[[ Dataset extract, beginning ]]
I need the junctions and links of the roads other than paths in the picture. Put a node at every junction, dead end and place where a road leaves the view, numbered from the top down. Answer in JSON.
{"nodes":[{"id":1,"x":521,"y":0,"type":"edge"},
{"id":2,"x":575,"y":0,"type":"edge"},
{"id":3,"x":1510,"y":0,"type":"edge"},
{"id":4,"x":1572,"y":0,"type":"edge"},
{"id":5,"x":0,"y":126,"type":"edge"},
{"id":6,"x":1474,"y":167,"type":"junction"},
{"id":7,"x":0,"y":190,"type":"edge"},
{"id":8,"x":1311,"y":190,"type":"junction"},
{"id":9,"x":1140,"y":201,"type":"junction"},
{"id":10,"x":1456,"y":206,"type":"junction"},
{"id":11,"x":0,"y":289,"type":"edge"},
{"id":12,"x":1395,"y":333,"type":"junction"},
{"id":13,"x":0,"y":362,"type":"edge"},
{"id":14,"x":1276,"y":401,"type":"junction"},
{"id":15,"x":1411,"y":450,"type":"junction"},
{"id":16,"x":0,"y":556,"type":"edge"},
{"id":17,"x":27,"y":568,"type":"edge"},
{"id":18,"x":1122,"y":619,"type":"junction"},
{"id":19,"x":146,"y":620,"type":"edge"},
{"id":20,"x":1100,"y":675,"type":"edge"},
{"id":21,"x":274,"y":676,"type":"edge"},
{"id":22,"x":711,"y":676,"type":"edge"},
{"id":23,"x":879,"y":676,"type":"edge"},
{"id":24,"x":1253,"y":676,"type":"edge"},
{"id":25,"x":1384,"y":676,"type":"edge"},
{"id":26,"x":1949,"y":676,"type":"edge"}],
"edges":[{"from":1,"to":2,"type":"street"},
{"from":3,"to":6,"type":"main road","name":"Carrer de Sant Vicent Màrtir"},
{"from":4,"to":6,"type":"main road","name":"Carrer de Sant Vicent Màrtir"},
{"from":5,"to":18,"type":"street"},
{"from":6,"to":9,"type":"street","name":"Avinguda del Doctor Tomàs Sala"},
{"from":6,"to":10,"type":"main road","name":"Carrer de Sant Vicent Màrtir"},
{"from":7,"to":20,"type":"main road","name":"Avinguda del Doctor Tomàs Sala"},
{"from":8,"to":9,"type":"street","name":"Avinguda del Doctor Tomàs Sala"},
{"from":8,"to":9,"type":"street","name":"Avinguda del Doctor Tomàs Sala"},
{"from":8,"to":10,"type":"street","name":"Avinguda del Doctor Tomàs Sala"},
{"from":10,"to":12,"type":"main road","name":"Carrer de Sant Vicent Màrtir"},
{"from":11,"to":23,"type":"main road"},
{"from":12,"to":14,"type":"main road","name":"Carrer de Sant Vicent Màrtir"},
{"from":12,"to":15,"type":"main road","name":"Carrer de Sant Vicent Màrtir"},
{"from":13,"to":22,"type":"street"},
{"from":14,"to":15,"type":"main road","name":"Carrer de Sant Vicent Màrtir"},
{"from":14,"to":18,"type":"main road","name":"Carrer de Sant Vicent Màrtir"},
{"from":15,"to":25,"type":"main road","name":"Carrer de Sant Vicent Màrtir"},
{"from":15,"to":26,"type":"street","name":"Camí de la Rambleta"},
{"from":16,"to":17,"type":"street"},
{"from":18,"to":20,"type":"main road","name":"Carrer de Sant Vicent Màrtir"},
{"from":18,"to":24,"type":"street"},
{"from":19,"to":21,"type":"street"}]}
[[ Dataset extract, end ]]
### Problem requirements
The lines above that hold the word "Avinguda" need counting; write the count and nothing more.

### Written solution
5